# sun perch in kickapoo



## retired10 (May 5, 2010)

we went out at 4 pm till 6 pm caught a lot of sun perch the ones we boxed were 6 in. to 8 in. long stopped counting at 80 had a blast and they will sure eat good
retired10


----------



## Git$um (Feb 11, 2008)

Sounds like a fish fry. Congrats to you on a fine catch !!!


----------



## Reel Time (Oct 6, 2009)

Those are the guys that have been stealing all of the bait!
Those are a lot of fun to catch.
RT


----------



## Sunbeam (Feb 24, 2009)

Perch (bream) are the finest fish that swims. Great fighters, easy to catch without breaking the bank on tackle, fine table fare and the prettiest fish in the lake.

Reel Time, they don't steal bait. They are just exercising their equal opportunity rights.


----------



## Whitebassfisher (May 4, 2007)

I am usually too lazy to keep fish, but those I respect say the bream are some of the best to eat.


----------



## scott2h2 (Dec 24, 2009)

Bream are great table fare. I usually throw them back, though. When we go out to my dad's property, which is a long 8 miles from my house, we will sometimes take worms and my wife will fish for them in his pond. She has caught some monsters in his pond before and then puts them back to catch another day. His pond holds some small back bass as well that I will sometimes throw a lure for them release them so they too can grow up.


----------



## Reel Time (Oct 6, 2009)

Sunbeam said:


> Perch (bream) are the finest fish that swims. Great fighters, easy to catch without breaking the bank on tackle, fine table fare and the prettiest fish in the lake.
> 
> Reel Time, they don't steal bait. They are just exercising their equal opportunity rights.

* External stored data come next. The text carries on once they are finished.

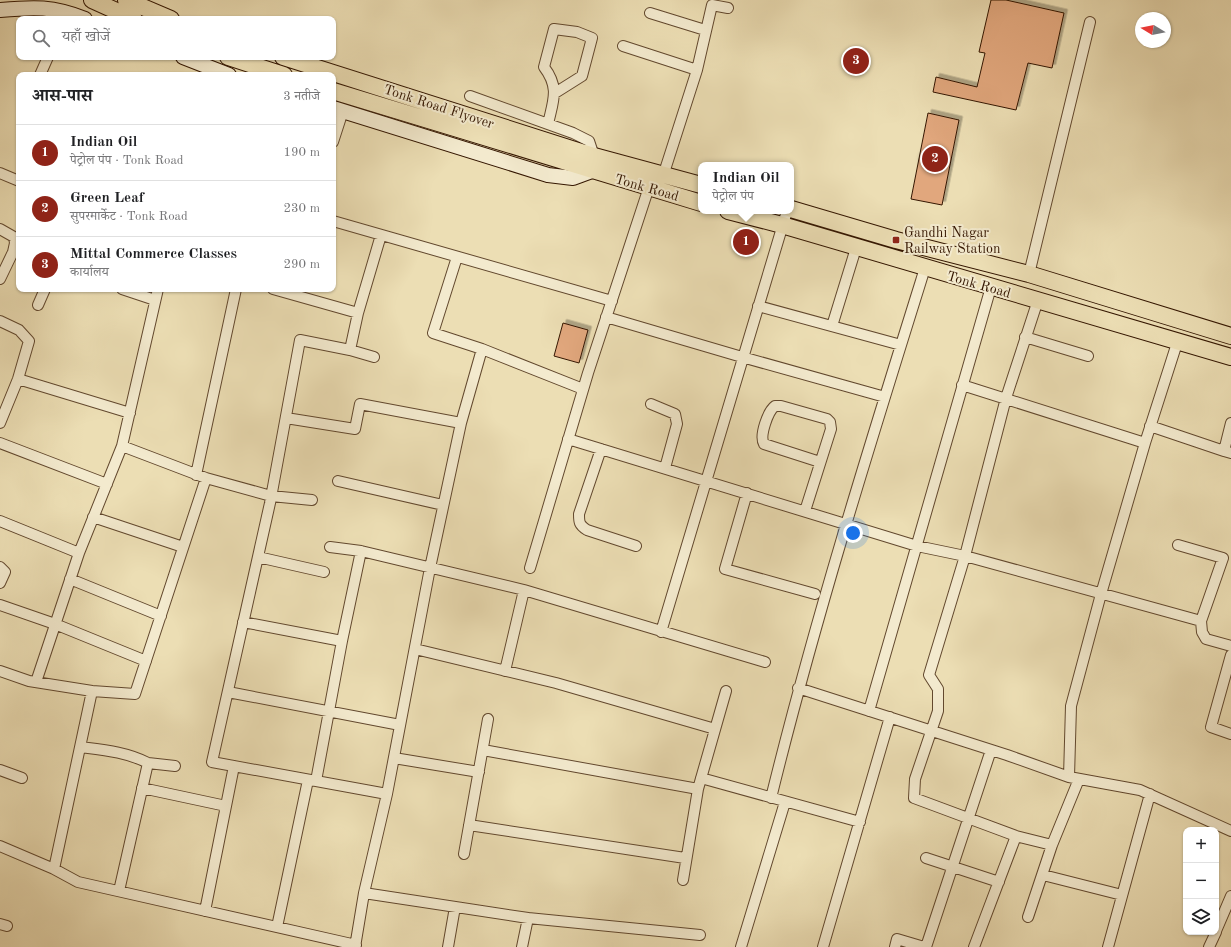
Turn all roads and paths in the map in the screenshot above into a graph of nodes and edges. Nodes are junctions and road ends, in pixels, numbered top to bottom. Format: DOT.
graph roads {
  1 [pos="92,0"];
  2 [pos="126,0"];
  3 [pos="728,8"];
  4 [pos="0,10"];
  5 [pos="650,13"];
  6 [pos="66,15"];
  7 [pos="127,16"];
  8 [pos="164,16"];
  9 [pos="1090,22"];
  10 [pos="705,30"];
  11 [pos="623,46"];
  12 [pos="47,60"];
  13 [pos="191,60"];
  14 [pos="237,60"];
  15 [pos="292,60"];
  16 [pos="697,70"];
  17 [pos="41,72"];
  18 [pos="221,72"];
  19 [pos="275,72"];
  20 [pos="326,72"];
  21 [pos="336,75"];
  22 [pos="336,92"];
  23 [pos="555,93"];
  24 [pos="470,96"];
  25 [pos="338,109"];
  26 [pos="336,122"];
  27 [pos="548,124"];
  28 [pos="570,156"];
  29 [pos="593,164"];
  30 [pos="0,174"];
  31 [pos="663,176"];
  32 [pos="16,180"];
  33 [pos="698,184"];
  34 [pos="649,187"];
  35 [pos="698,202"];
  36 [pos="794,210"];
  37 [pos="752,214"];
  38 [pos="784,218"];
  39 [pos="336,222"];
  40 [pos="0,229"];
  41 [pos="381,235"];
  42 [pos="16,237"];
  43 [pos="16,240"];
  44 [pos="856,248"];
  45 [pos="457,257"];
  46 [pos="925,268"];
  47 [pos="1029,274"];
  48 [pos="0,278"];
  49 [pos="991,287"];
  50 [pos="44,292"];
  51 [pos="131,292"];
  52 [pos="157,292"];
  53 [pos="235,292"];
  54 [pos="284,292"];
  55 [pos="156,300"];
  56 [pos="1038,300"];
  57 [pos="612,301"];
  58 [pos="38,304"];
  59 [pos="758,306"];
  60 [pos="358,313"];
  61 [pos="606,316"];
  62 [pos="0,322"];
  63 [pos="832,326"];
  64 [pos="1231,336"];
  65 [pos="1025,337"];
  66 [pos="1178,340"];
  67 [pos="901,345"];
  68 [pos="482,349"];
  69 [pos="350,350"];
  70 [pos="1088,356"];
  71 [pos="374,357"];
  72 [pos="1231,357"];
  73 [pos="742,358"];
  74 [pos="18,379"];
  75 [pos="962,385"];
  76 [pos="584,389"];
  77 [pos="885,397"];
  78 [pos="1006,398"];
  79 [pos="651,404"];
  80 [pos="3,409"];
  81 [pos="130,413"];
  82 [pos="286,418"];
  83 [pos="0,423"];
  84 [pos="461,423"];
  85 [pos="1231,423"];
  86 [pos="1150,426"];
  87 [pos="568,439"];
  88 [pos="0,443"];
  89 [pos="1145,443"];
  90 [pos="122,446"];
  91 [pos="601,449"];
  92 [pos="1228,452"];
  93 [pos="820,462"];
  94 [pos="665,468"];
  95 [pos="201,476"];
  96 [pos="338,481"];
  97 [pos="707,481"];
  98 [pos="106,484"];
  99 [pos="747,493"];
  100 [pos="271,496"];
  101 [pos="312,500"];
  102 [pos="443,505"];
  103 [pos="805,511"];
  104 [pos="93,517"];
  105 [pos="0,521"];
  106 [pos="846,523"];
  107 [pos="1178,545"];
  108 [pos="636,546"];
  109 [pos="917,546"];
  110 [pos="183,547"];
  111 [pos="330,547"];
  112 [pos="361,551"];
  113 [pos="78,553"];
  114 [pos="965,556"];
  115 [pos="258,557"];
  116 [pos="0,568"];
  117 [pos="430,568"];
  118 [pos="530,568"];
  119 [pos="324,572"];
  120 [pos="70,579"];
  121 [pos="0,583"];
  122 [pos="524,590"];
  123 [pos="815,594"];
  124 [pos="1101,594"];
  125 [pos="0,605"];
  126 [pos="161,616"];
  127 [pos="1201,621"];
  128 [pos="244,622"];
  129 [pos="55,624"];
  130 [pos="660,632"];
  131 [pos="342,642"];
  132 [pos="1231,646"];
  133 [pos="415,649"];
  134 [pos="1231,656"];
  135 [pos="146,661"];
  136 [pos="765,662"];
  137 [pos="0,670"];
  138 [pos="505,671"];
  139 [pos="36,682"];
  140 [pos="798,688"];
  141 [pos="92,691"];
  142 [pos="726,691"];
  143 [pos="228,692"];
  144 [pos="869,710"];
  145 [pos="328,712"];
  146 [pos="890,717"];
  147 [pos="488,719"];
  148 [pos="400,726"];
  149 [pos="715,729"];
  150 [pos="931,732"];
  151 [pos="1231,734"];
  152 [pos="80,747"];
  153 [pos="483,750"];
  154 [pos="991,750"];
  155 [pos="394,758"];
  156 [pos="148,763"];
  157 [pos="175,766"];
  158 [pos="234,766"];
  159 [pos="0,770"];
  160 [pos="479,772"];
  161 [pos="1068,777"];
  162 [pos="22,778"];
  163 [pos="701,778"];
  164 [pos="1079,779"];
  165 [pos="312,781"];
  166 [pos="142,788"];
  167 [pos="698,789"];
  168 [pos="387,794"];
  169 [pos="1150,794"];
  170 [pos="771,798"];
  171 [pos="785,802"];
  172 [pos="226,806"];
  173 [pos="968,819"];
  174 [pos="860,822"];
  175 [pos="469,825"];
  176 [pos="1231,831"];
  177 [pos="1016,836"];
  178 [pos="1052,845"];
  179 [pos="0,846"];
  180 [pos="464,854"];
  181 [pos="685,858"];
  182 [pos="926,858"];
  183 [pos="952,866"];
  184 [pos="54,869"];
  185 [pos="1043,875"];
  186 [pos="683,880"];
  187 [pos="999,882"];
  188 [pos="119,891"];
  189 [pos="364,893"];
  190 [pos="1122,895"];
  191 [pos="1231,896"];
  192 [pos="454,907"];
  193 [pos="205,911"];
  194 [pos="1028,917"];
  195 [pos="528,918"];
  196 [pos="1219,925"];
  197 [pos="277,927"];
  198 [pos="700,935"];
  199 [pos="1215,935"];
  200 [pos="356,946"];
  201 [pos="448,947"];
  202 [pos="522,947"];
  203 [pos="741,947"];
  204 [pos="822,947"];
  205 [pos="895,947"];
  206 [pos="925,947"];
  207 [pos="974,947"];
  208 [pos="1108,947"];
  209 [pos="1209,947"];
  1 -- 7 [label="main road"];
  2 -- 8 [label="main road"];
  3 -- 10 [label="street"];
  4 -- 6 [label="street"];
  5 -- 10 [label="street"];
  9 -- 47 [label="street"];
  10 -- 16 [label="street"];
  11 -- 16 [label="street"];
  12 -- 17 [label="street"];
  13 -- 18 [label="street"];
  14 -- 19 [label="main road"];
  15 -- 20 [label="main road, Tonk Road Flyover"];
  16 -- 31 [label="street"];
  21 -- 28 [label="main road, Tonk Road Flyover"];
  22 -- 28 [label="main road, Tonk Road Flyover"];
  23 -- 23 [label="street"];
  23 -- 27 [label="street"];
  24 -- 27 [label="street"];
  25 -- 26 [label="street"];
  25 -- 29 [label="street"];
  27 -- 29 [label="street"];
  28 -- 29 [label="main road, Tonk Road Flyover"];
  29 -- 31 [label="main road, Tonk Road"];
  29 -- 34 [label="main road, Tonk Road"];
  30 -- 32 [label="street"];
  31 -- 33 [label="main road, Tonk Road"];
  34 -- 35 [label="main road, Tonk Road"];
  34 -- 57 [label="street"];
  36 -- 47 [label="main road, Tonk Road"];
  37 -- 38 [label="main road, Tonk Road"];
  38 -- 44 [label="main road, Tonk Road"];
  38 -- 59 [label="street"];
  39 -- 41 [label="street"];
  40 -- 42 [label="street"];
  41 -- 45 [label="street"];
  41 -- 60 [label="street"];
  43 -- 48 [label="street"];
  44 -- 46 [label="main road, Tonk Road"];
  44 -- 63 [label="street"];
  45 -- 57 [label="street"];
  45 -- 68 [label="street"];
  46 -- 49 [label="main road, Tonk Road"];
  46 -- 67 [label="street"];
  47 -- 64 [label="main road, Tonk Road"];
  49 -- 56 [label="main road, Tonk Road"];
  49 -- 75 [label="street"];
  50 -- 58 [label="street"];
  51 -- 55 [label="street"];
  52 -- 55 [label="street"];
  53 -- 95 [label="street"];
  54 -- 60 [label="street"];
  55 -- 81 [label="street"];
  56 -- 65 [label="street"];
  56 -- 66 [label="main road, Tonk Road"];
  57 -- 61 [label="street"];
  59 -- 63 [label="street"];
  59 -- 73 [label="street"];
  60 -- 69 [label="street"];
  61 -- 73 [label="street"];
  61 -- 76 [label="street"];
  62 -- 74 [label="street"];
  63 -- 67 [label="street"];
  65 -- 70 [label="street"];
  65 -- 78 [label="street"];
  66 -- 72 [label="main road, Tonk Road"];
  66 -- 86 [label="street"];
  67 -- 77 [label="street"];
  68 -- 76 [label="street"];
  68 -- 84 [label="street"];
  69 -- 71 [label="street"];
  69 -- 82 [label="street"];
  73 -- 77 [label="street"];
  73 -- 97 [label="street"];
  74 -- 80 [label="street"];
  74 -- 81 [label="street"];
  75 -- 78 [label="street"];
  75 -- 109 [label="street"];
  76 -- 87 [label="street"];
  77 -- 106 [label="street"];
  78 -- 89 [label="street"];
  78 -- 114 [label="street"];
  79 -- 94 [label="street"];
  80 -- 83 [label="street"];
  81 -- 90 [label="street"];
  82 -- 84 [label="street"];
  82 -- 100 [label="street"];
  84 -- 102 [label="street"];
  85 -- 92 [label="street"];
  86 -- 89 [label="street"];
  86 -- 92 [label="street"];
  87 -- 91 [label="street"];
  87 -- 118 [label="street"];
  88 -- 98 [label="street"];
  89 -- 124 [label="street"];
  90 -- 95 [label="street"];
  90 -- 98 [label="street"];
  91 -- 94 [label="street"];
  91 -- 108 [label="street"];
  93 -- 93 [label="street"];
  93 -- 103 [label="street"];
  94 -- 97 [label="street"];
  95 -- 100 [label="street"];
  95 -- 110 [label="street"];
  96 -- 102 [label="street"];
  97 -- 99 [label="street"];
  97 -- 130 [label="street"];
  98 -- 104 [label="street"];
  99 -- 103 [label="street"];
  99 -- 123 [label="street"];
  100 -- 101 [label="street"];
  100 -- 115 [label="street"];
  102 -- 117 [label="street"];
  103 -- 106 [label="street"];
  104 -- 110 [label="street"];
  104 -- 113 [label="street"];
  105 -- 113 [label="street"];
  106 -- 109 [label="street"];
  106 -- 140 [label="street"];
  107 -- 127 [label="street"];
  109 -- 114 [label="street"];
  109 -- 144 [label="street"];
  110 -- 126 [label="street"];
  111 -- 112 [label="street"];
  112 -- 117 [label="street"];
  112 -- 131 [label="street"];
  113 -- 120 [label="street"];
  114 -- 124 [label="street"];
  114 -- 150 [label="street"];
  115 -- 119 [label="street"];
  115 -- 128 [label="street"];
  116 -- 121 [label="street"];
  117 -- 122 [label="street"];
  117 -- 133 [label="street"];
  120 -- 126 [label="street"];
  120 -- 129 [label="street"];
  122 -- 130 [label="street"];
  122 -- 138 [label="street"];
  124 -- 127 [label="street"];
  124 -- 161 [label="street"];
  125 -- 129 [label="street"];
  126 -- 135 [label="street"];
  127 -- 132 [label="street"];
  128 -- 131 [label="street"];
  128 -- 143 [label="street"];
  129 -- 135 [label="street"];
  129 -- 139 [label="street"];
  130 -- 136 [label="street"];
  131 -- 145 [label="street"];
  133 -- 138 [label="street"];
  133 -- 148 [label="street"];
  134 -- 151 [label="street"];
  135 -- 141 [label="street"];
  137 -- 139 [label="street"];
  138 -- 149 [label="street"];
  139 -- 141 [label="street"];
  140 -- 144 [label="street"];
  140 -- 170 [label="street"];
  141 -- 152 [label="street"];
  142 -- 149 [label="street"];
  143 -- 145 [label="street"];
  143 -- 158 [label="street"];
  144 -- 146 [label="street"];
  145 -- 148 [label="street"];
  145 -- 165 [label="street"];
  146 -- 150 [label="street"];
  146 -- 174 [label="street"];
  147 -- 153 [label="street"];
  148 -- 155 [label="street"];
  149 -- 163 [label="street"];
  150 -- 154 [label="street"];
  150 -- 173 [label="street"];
  152 -- 156 [label="street"];
  152 -- 184 [label="street"];
  153 -- 160 [label="street"];
  153 -- 167 [label="street"];
  154 -- 161 [label="street"];
  154 -- 173 [label="street"];
  155 -- 160 [label="street"];
  155 -- 168 [label="street"];
  156 -- 157 [label="street"];
  156 -- 166 [label="street"];
  158 -- 165 [label="street"];
  158 -- 172 [label="street"];
  159 -- 162 [label="street"];
  160 -- 175 [label="street"];
  161 -- 164 [label="street"];
  163 -- 167 [label="street"];
  163 -- 170 [label="street"];
  164 -- 169 [label="street"];
  164 -- 178 [label="street"];
  165 -- 168 [label="street"];
  165 -- 197 [label="street"];
  166 -- 172 [label="street"];
  166 -- 188 [label="street"];
  167 -- 181 [label="street"];
  168 -- 189 [label="street"];
  169 -- 176 [label="street"];
  169 -- 190 [label="street"];
  170 -- 171 [label="street"];
  171 -- 174 [label="street"];
  171 -- 203 [label="street"];
  172 -- 193 [label="street"];
  173 -- 177 [label="street"];
  173 -- 183 [label="street"];
  174 -- 204 [label="street"];
  175 -- 180 [label="street"];
  175 -- 181 [label="street"];
  177 -- 178 [label="street"];
  177 -- 187 [label="street"];
  178 -- 185 [label="street"];
  179 -- 184 [label="street"];
  181 -- 186 [label="street"];
  182 -- 183 [label="street"];
  183 -- 187 [label="street"];
  183 -- 206 [label="street"];
  184 -- 188 [label="street"];
  185 -- 190 [label="street"];
  185 -- 194 [label="street"];
  187 -- 207 [label="street"];
  188 -- 193 [label="street"];
  189 -- 192 [label="street"];
  189 -- 200 [label="street"];
  190 -- 208 [label="street"];
  191 -- 196 [label="street"];
  192 -- 195 [label="street"];
  192 -- 201 [label="street"];
  193 -- 197 [label="street"];
  195 -- 198 [label="street"];
  195 -- 202 [label="street"];
  197 -- 200 [label="street"];
  199 -- 209 [label="street"];
  205 -- 206 [label="street"];
}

Oh, my apologies! (Poor choice of words). I'm sorry if I offended the bream! Of course they need to eat too. I hope they eat a lot so that they will be nice and fat when I throw them in the grease!


----------



## wshniwasfshn (Oct 14, 2010)

Dont you guys throw those on a trotline and catch some bigger fish?? or is that just and OK thing...


----------



## retired10 (May 5, 2010)

yes we do put them on limb lines and trout lines but not the size of the ones i caught yesterday or to day this size i eat
retired10


----------



## tbone2374 (Feb 27, 2010)

...and don't forget our post from a ways back as to Bream, Longear, Pumpkin, and Sunperch all being, pound for pound, the hardest fighting fish!


----------



## retired10 (May 5, 2010)

you got that right they are a lot of fun to catch
retired10


----------



## kellisag (Feb 18, 2010)

Do any of you happen to have pictures of the bream your catching in Livingston? I'm working on tying some bass jigs to match the color of them for use on livingston.


----------



## tbone2374 (Feb 27, 2010)

How about this... not exactally a Bream.


----------



## Meadowlark (Jul 19, 2008)

Here's a typical colorful Livingston Long ear....caught about 1 mile from Pine Island on a slab.


----------



## grandpa cracker (Apr 7, 2006)

tbone2374 said:


> ...and don't forget our post from a ways back as to Bream, Longear, Pumpkin, and Sunperch all being, pound for pound, the hardest fighting fish!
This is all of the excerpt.